Mount Hood was brilliantly shining in our star's graceful light. People were out and about, taking advantage of this Nor'west rarity before the routine rainfall drowns the brief wonder. I drove a route out of the ordinary routine, recalling it from memory and hoping nothing had changed since we last made the roll. It was the same, and that was good.

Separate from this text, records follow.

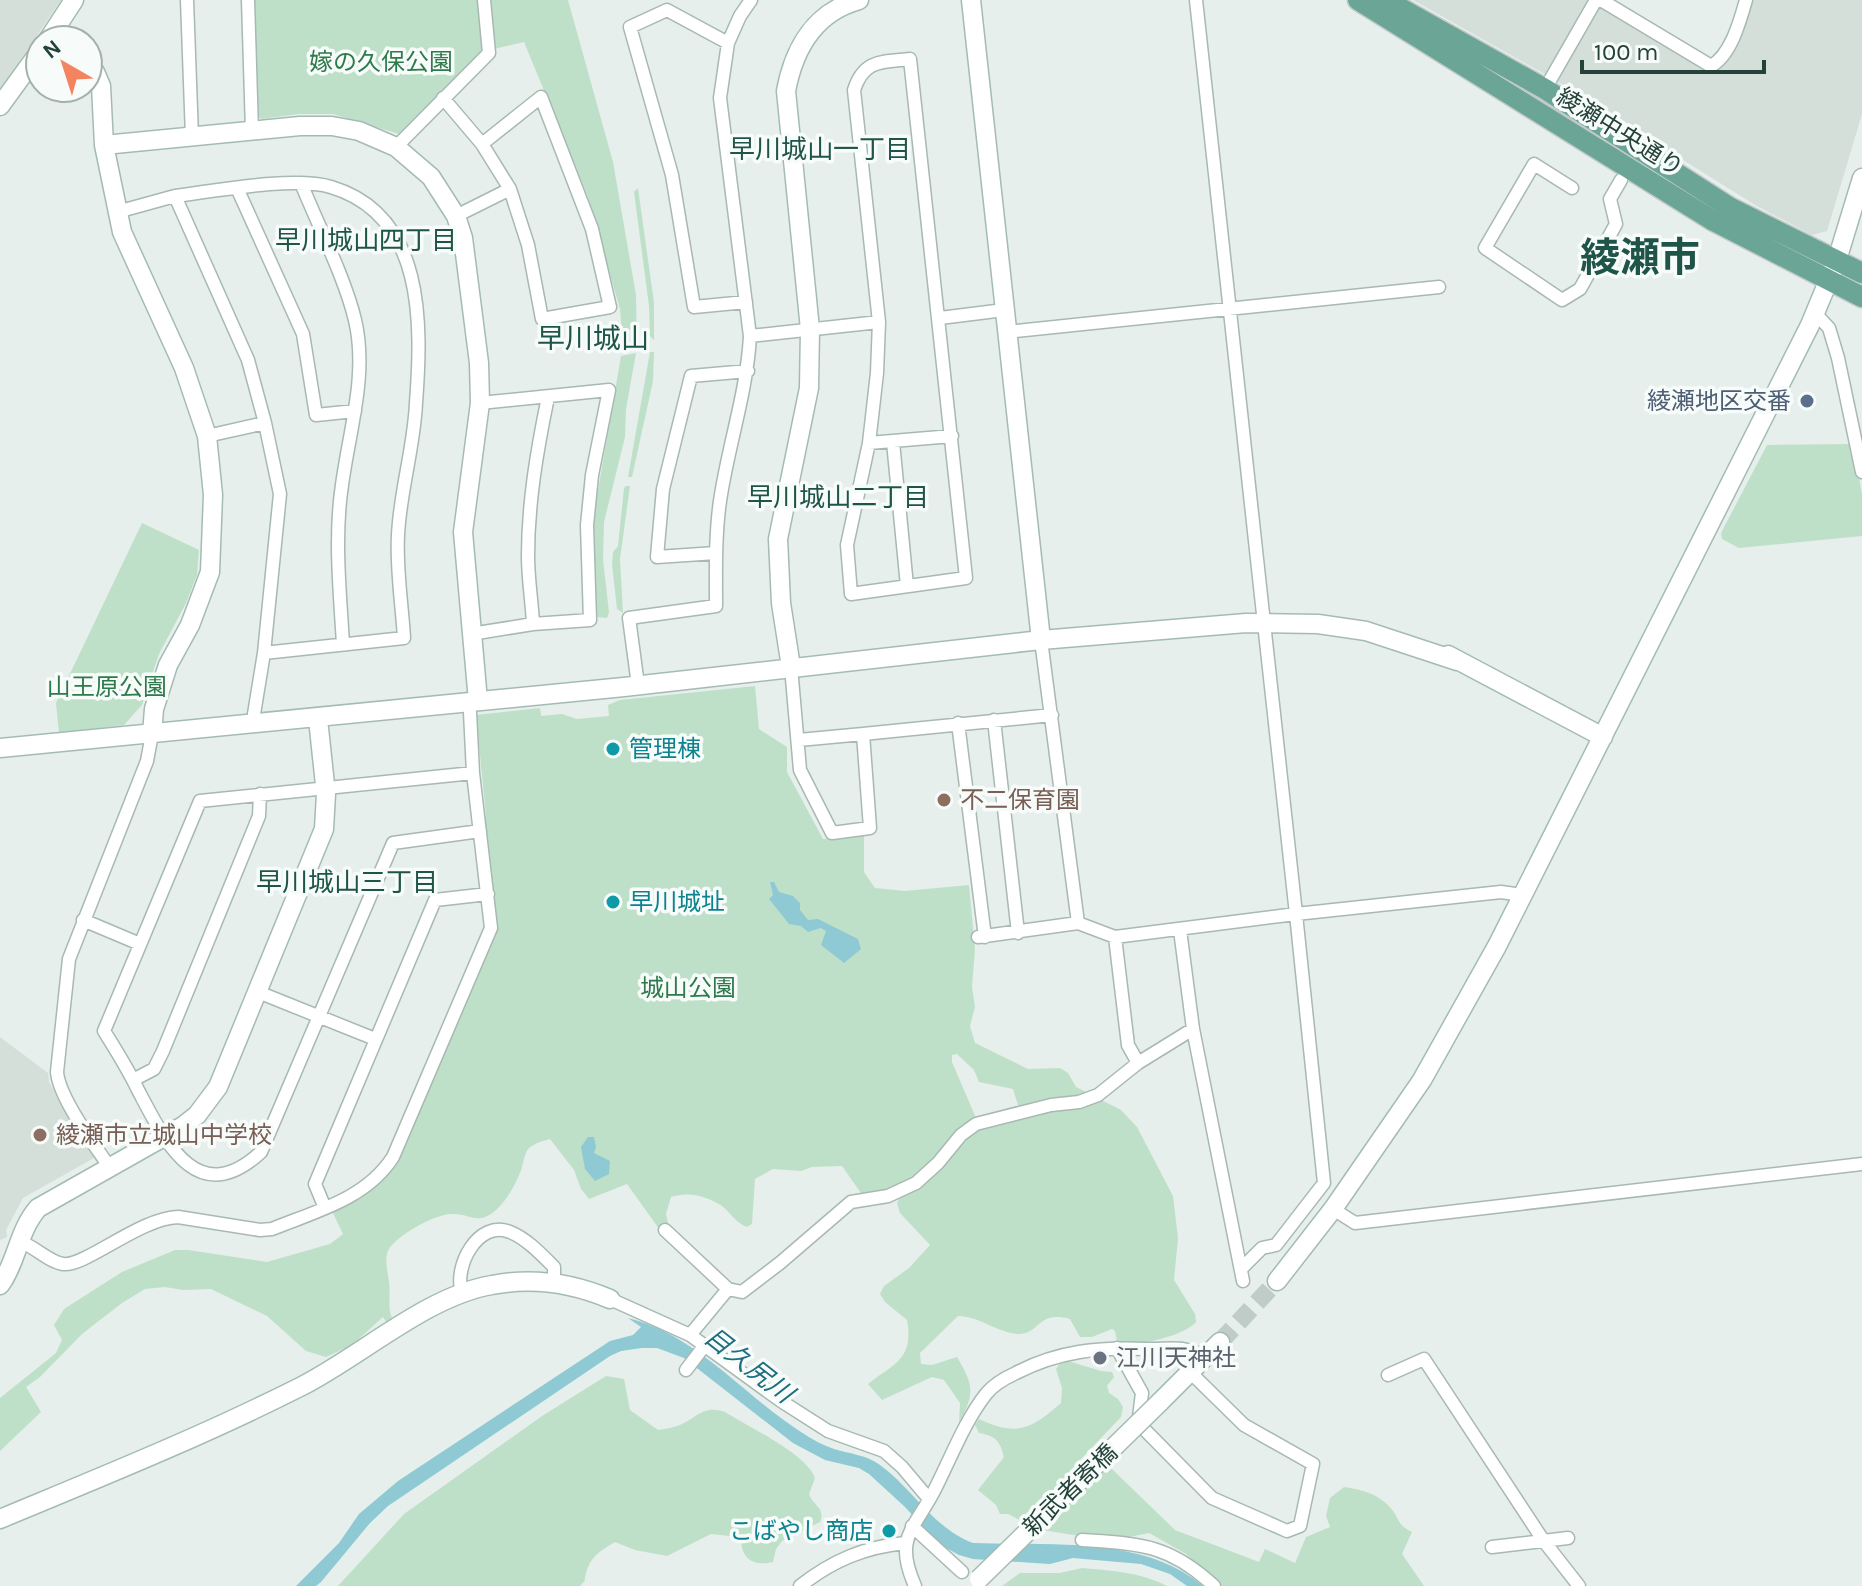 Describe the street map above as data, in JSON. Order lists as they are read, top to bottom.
{
  "streets": {
    "main road": ["綾瀬中央通り"],
    "street": ["新武者寄橋"]
  },
  "districts": [
    "早川城山一丁目",
    "早川城山四丁目",
    "綾瀬市",
    "早川城山",
    "早川城山二丁目",
    "早川城山三丁目"
  ],
  "water": ["目久尻川"],
  "parks": ["嫁の久保公園", "山王原公園", "城山公園"],
  "places": [
    "綾瀬地区交番",
    "管理棟",
    "不二保育園",
    "早川城址",
    "綾瀬市立城山中学校",
    "江川天神社",
    "こばやし商店"
  ],
  "scale_bar": "100 m",
  "north": "top left"
}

The main reasons I took this job were not only necessity, but my fondness for people and a love of driving. Now that I have over five years behind this particular wheel, it's easier to pay attention to more than the ordinariness of the job. "Scanning" has taken a new avenue while I roll. Sure, I watch for the normal dangers and my head swivels more than a teenager's watching babes in bikinis, but I see more than I once did. Buildings that were under construction when I last drove the route have been completed, and new ones are rising. Neighborhoods remain visually as I recall, but paint jobs and people have not. Now I see architecture in the homes, the street art gracefully reaching out to passers-by, new businesses replacing old. Refurbished, majestic homes that have stood since the dawn of the 20th century attract me; those torn down and replaced with mega-modern/charmless half-size eyesores sadden me.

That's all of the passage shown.